** Opening Exercise inputs block **

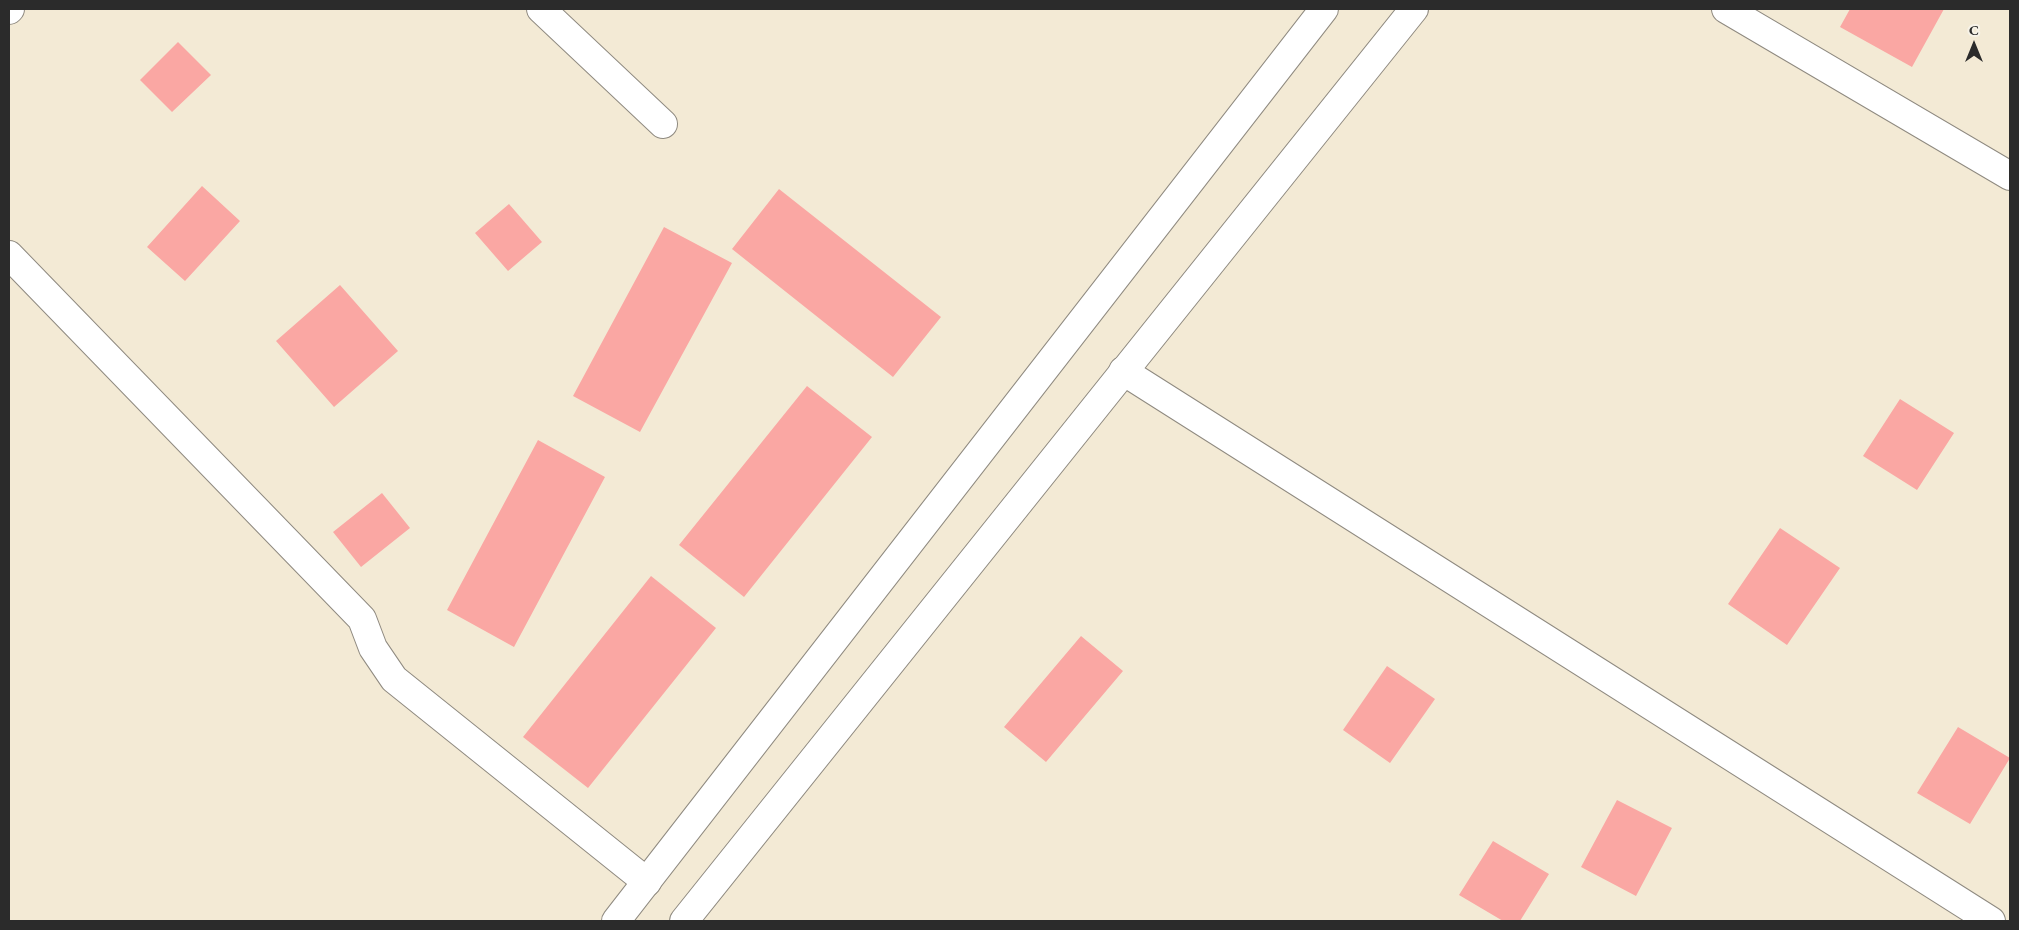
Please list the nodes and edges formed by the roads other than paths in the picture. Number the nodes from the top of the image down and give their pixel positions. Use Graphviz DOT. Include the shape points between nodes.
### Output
graph roads {
  1 [pos="541,9"];
  2 [pos="1324,9"];
  3 [pos="1414,9"];
  4 [pos="1726,9"];
  5 [pos="663,124"];
  6 [pos="2010,176"];
  7 [pos="9,255"];
  8 [pos="1123,371"];
  9 [pos="647,882"];
  10 [pos="616,921"];
  11 [pos="684,921"];
  12 [pos="1991,921"];
  1 -- 5 [label="street"];
  2 -- 9 [label="street"];
  3 -- 8 [label="street"];
  4 -- 6 [label="street"];
  7 -- 9 [label="street" via="362,619 373,648 394,679"];
  8 -- 11 [label="street"];
  8 -- 12 [label="street"];
  9 -- 10 [label="street"];
}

** Closing Exercise inputs block **

→ **Work instructions**
Print the listing exactly, images excluded.

→ **Result for this task**
Please list the nodes and edges formed by the roads other than paths in the picture. Number the nodes from the top of the image down and give their pixel positions. Use Graphviz DOT. Include the shape points between nodes.
### Output
graph roads {
  1 [pos="541,9"];
  2 [pos="1324,9"];
  3 [pos="1414,9"];
  4 [pos="1726,9"];
  5 [pos="663,124"];
  6 [pos="2010,176"];
  7 [pos="9,255"];
  8 [pos="1123,371"];
  9 [pos="647,882"];
  10 [pos="616,921"];
  11 [pos="684,921"];
  12 [pos="1991,921"];
  1 -- 5 [label="street"];
  2 -- 9 [label="street"];
  3 -- 8 [label="street"];
  4 -- 6 [label="street"];
  7 -- 9 [label="street" via="362,619 373,648 394,679"];
  8 -- 11 [label="street"];
  8 -- 12 [label="street"];
  9 -- 10 [label="street"];
}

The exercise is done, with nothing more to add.